CVE-2023-28303

Name of the Vulnerable Software and Affected Versions Windows Snipping Tool versions prior to 10.2008.3001.0 Windows 10 Snip & Sketch versions prior to 11.2302.20.0

Description The issue is related to the incorrect procedure of saving a file after editing and replacing it with its original file, which may allow an attacker to gain unauthorized access to protected information. The problem is caused by image editors incorrectly deleting cropped image data when overwriting the original file.
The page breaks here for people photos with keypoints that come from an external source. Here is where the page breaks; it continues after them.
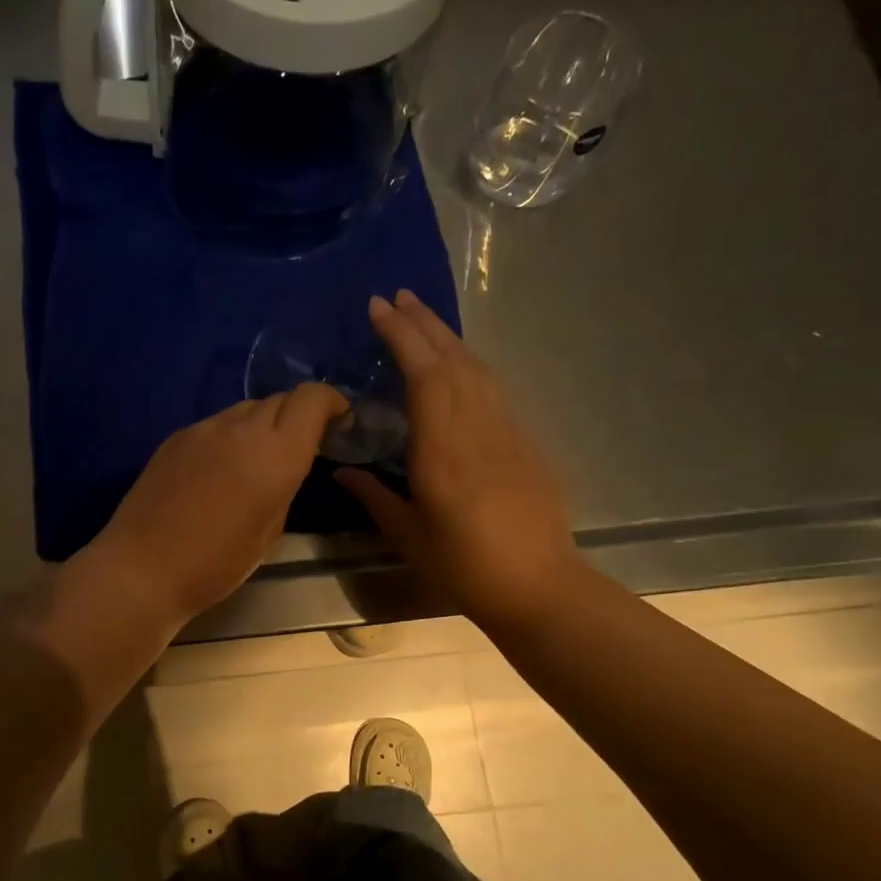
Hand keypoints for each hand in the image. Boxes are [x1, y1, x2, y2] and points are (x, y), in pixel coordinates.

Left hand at [90, 383, 349, 623]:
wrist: (143, 568)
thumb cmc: (216, 564)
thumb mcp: (270, 532)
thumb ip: (284, 485)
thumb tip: (284, 465)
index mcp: (276, 454)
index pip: (311, 398)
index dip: (330, 403)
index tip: (337, 423)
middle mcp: (241, 429)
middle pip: (280, 399)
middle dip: (297, 416)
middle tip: (298, 447)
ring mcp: (203, 428)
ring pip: (245, 409)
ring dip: (261, 426)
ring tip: (255, 460)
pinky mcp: (175, 437)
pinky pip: (215, 425)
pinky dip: (229, 436)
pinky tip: (219, 469)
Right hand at [336, 289, 586, 630]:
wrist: (538, 584)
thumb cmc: (464, 565)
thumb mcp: (407, 535)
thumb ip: (374, 496)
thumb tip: (342, 472)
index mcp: (443, 448)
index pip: (424, 374)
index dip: (402, 337)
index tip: (379, 309)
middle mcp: (477, 427)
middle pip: (453, 359)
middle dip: (424, 323)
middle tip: (397, 296)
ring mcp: (506, 431)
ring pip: (478, 368)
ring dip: (449, 337)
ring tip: (423, 317)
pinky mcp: (524, 441)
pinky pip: (493, 389)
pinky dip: (469, 364)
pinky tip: (458, 364)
For example, if a user takes a screenshot and wants to crop out confidential information before publishing it, the expected effect is that the cropped data will be deleted when the image is saved, but it is not. Researchers have discovered that both the Google Pixel marking tool and the Windows Snipping Tool leave cropped data in the original file. This can lead to the disclosure of confidential information that the user wanted to hide. The estimated number of publicly available images affected by this issue may be significant, with over 4000 images on VirusTotal alone.

Recommendations For Windows Snipping Tool versions prior to 10.2008.3001.0, update to version 10.2008.3001.0 or later. For Windows 10 Snip & Sketch versions prior to 11.2302.20.0, update to version 11.2302.20.0 or later. As a general precaution, always be aware of the possibility of recovering cropped data in screenshots made with earlier versions of the software.